>> Do
stockholder dividends count against profits?
>>
> I do not know the details, but the idea is to take the profit before
> taxes and either shovel them back into the company in some fashion,
> manage to write them off as some sort of loss, and/or let the
> shareholders take it. It is much easier for individual shareholders to
> shelter themselves from taxes, and isolates the tax liability.
Dividends are paid out AFTER all expenses (including taxes) are
otherwise accounted for. Dividends are paid out of profits, not
revenues, if you get my meaning, since the dividend is a distribution
of 'net income' to the company's owners, that is, the shareholders.
The company first must pay taxes on its gross income, leaving net
income to be distributed to the shareholders according to the
determination of the board of directors.
Dividends, indeed, are a perfect example of double-taxation.

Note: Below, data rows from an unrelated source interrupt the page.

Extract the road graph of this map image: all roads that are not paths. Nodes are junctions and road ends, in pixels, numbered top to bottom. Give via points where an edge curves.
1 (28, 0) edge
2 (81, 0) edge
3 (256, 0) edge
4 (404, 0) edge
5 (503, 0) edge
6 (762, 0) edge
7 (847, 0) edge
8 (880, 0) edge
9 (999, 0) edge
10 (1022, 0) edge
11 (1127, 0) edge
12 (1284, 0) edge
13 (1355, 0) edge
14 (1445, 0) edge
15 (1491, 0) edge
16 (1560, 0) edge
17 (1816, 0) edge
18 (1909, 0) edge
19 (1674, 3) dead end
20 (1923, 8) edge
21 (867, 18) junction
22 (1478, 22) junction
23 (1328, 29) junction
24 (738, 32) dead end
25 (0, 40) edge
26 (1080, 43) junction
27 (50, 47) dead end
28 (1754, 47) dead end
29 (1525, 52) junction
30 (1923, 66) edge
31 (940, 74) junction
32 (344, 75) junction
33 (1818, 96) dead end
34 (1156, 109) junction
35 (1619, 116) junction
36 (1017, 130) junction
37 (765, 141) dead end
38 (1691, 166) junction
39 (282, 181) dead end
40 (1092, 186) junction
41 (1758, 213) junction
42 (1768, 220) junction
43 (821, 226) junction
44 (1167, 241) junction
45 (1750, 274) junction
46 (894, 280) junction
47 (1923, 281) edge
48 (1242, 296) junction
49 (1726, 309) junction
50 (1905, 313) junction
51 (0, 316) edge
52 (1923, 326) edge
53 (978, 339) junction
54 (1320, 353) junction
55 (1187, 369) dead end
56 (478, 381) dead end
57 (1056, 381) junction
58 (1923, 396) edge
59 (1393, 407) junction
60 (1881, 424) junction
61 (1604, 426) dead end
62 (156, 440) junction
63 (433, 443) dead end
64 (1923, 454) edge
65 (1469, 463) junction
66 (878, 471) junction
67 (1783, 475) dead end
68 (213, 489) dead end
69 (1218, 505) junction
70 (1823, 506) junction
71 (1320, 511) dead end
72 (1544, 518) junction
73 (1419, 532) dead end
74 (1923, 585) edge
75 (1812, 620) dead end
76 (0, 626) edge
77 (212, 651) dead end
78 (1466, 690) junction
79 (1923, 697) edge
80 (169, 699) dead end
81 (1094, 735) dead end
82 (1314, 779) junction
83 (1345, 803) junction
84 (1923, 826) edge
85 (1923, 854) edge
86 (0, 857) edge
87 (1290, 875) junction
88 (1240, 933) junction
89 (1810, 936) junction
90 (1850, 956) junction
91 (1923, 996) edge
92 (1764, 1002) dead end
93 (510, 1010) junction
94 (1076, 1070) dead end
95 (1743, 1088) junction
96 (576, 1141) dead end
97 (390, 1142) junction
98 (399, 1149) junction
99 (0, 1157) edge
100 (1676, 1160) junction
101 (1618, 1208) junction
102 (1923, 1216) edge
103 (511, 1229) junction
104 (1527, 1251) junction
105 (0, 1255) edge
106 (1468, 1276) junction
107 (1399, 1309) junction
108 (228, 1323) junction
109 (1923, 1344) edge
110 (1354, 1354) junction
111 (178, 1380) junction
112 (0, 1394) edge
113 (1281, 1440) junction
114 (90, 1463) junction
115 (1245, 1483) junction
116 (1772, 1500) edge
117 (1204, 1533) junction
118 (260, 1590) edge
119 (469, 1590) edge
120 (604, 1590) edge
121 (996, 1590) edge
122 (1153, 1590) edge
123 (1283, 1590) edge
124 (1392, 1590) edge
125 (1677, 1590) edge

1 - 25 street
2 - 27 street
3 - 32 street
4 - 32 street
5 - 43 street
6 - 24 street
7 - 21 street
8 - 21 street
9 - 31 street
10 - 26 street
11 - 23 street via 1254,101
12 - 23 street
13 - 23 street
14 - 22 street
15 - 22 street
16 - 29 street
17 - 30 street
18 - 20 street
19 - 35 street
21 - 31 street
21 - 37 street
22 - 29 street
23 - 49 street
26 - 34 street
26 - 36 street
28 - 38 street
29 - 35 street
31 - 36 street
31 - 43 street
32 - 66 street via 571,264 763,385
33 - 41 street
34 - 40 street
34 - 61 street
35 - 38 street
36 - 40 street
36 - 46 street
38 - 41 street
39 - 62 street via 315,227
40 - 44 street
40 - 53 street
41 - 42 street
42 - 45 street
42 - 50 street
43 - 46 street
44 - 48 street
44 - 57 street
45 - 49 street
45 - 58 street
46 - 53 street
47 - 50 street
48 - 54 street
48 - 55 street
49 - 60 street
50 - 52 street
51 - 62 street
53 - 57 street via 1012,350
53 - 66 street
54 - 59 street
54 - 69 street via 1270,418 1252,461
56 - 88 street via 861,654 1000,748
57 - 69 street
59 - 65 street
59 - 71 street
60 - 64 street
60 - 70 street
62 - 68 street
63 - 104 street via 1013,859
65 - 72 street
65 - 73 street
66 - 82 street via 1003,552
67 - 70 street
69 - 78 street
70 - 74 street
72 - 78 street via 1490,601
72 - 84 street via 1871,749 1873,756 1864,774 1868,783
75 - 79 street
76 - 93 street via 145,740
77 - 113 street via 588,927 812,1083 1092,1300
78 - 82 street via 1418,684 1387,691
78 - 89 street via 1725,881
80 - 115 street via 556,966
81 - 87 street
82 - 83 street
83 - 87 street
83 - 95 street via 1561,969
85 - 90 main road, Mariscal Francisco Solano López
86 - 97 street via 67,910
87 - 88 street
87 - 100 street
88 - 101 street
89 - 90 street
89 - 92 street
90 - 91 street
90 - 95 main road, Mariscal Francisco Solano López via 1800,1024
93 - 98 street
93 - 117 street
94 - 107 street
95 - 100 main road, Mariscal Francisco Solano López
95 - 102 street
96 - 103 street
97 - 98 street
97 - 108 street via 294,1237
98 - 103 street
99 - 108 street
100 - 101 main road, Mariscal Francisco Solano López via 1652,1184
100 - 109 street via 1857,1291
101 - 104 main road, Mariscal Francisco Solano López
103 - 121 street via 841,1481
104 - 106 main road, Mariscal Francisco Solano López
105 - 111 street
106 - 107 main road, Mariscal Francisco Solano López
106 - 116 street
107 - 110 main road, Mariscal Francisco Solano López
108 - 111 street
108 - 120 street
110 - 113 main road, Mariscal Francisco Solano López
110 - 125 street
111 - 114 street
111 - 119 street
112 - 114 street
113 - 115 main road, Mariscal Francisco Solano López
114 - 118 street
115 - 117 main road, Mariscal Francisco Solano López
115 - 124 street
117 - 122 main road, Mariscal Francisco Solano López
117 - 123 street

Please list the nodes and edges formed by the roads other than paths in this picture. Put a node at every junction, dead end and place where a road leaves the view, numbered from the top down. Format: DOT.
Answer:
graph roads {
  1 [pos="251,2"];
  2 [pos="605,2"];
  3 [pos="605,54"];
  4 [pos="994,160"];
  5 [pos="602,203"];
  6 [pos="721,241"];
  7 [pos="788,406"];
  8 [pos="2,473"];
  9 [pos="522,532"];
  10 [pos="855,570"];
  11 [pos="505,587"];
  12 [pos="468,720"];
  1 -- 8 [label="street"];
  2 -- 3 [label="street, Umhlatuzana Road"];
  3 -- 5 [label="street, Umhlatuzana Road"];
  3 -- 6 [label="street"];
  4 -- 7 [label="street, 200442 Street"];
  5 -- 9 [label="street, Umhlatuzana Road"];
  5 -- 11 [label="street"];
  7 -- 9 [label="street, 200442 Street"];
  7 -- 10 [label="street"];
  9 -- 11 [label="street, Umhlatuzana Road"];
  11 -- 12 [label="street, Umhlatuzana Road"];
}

Of
course, YOU have to pay taxes, too, on any dividends that you receive
as a shareholder, thus the 'double-taxation' comment. And dividends
are always considered to be short-term returns, thus are taxed at
your normal tax rate.
As was mentioned, a corporation WANTS to minimize income, trying to
shuffle off as much as possible as an expense, thus minimizing the
taxes, and if these 'expenses' are bonuses to employees (including
the CEO, for sure), well then that can be treated as an expense,
before taxes come into the picture. At least bonuses to employees
are only taxed once, as income to the individual.
So what exactly is to stop a corporation from writing bylaws that, in
effect, employ each shareholder as a part-time employee who gets paid
their dividend as salary?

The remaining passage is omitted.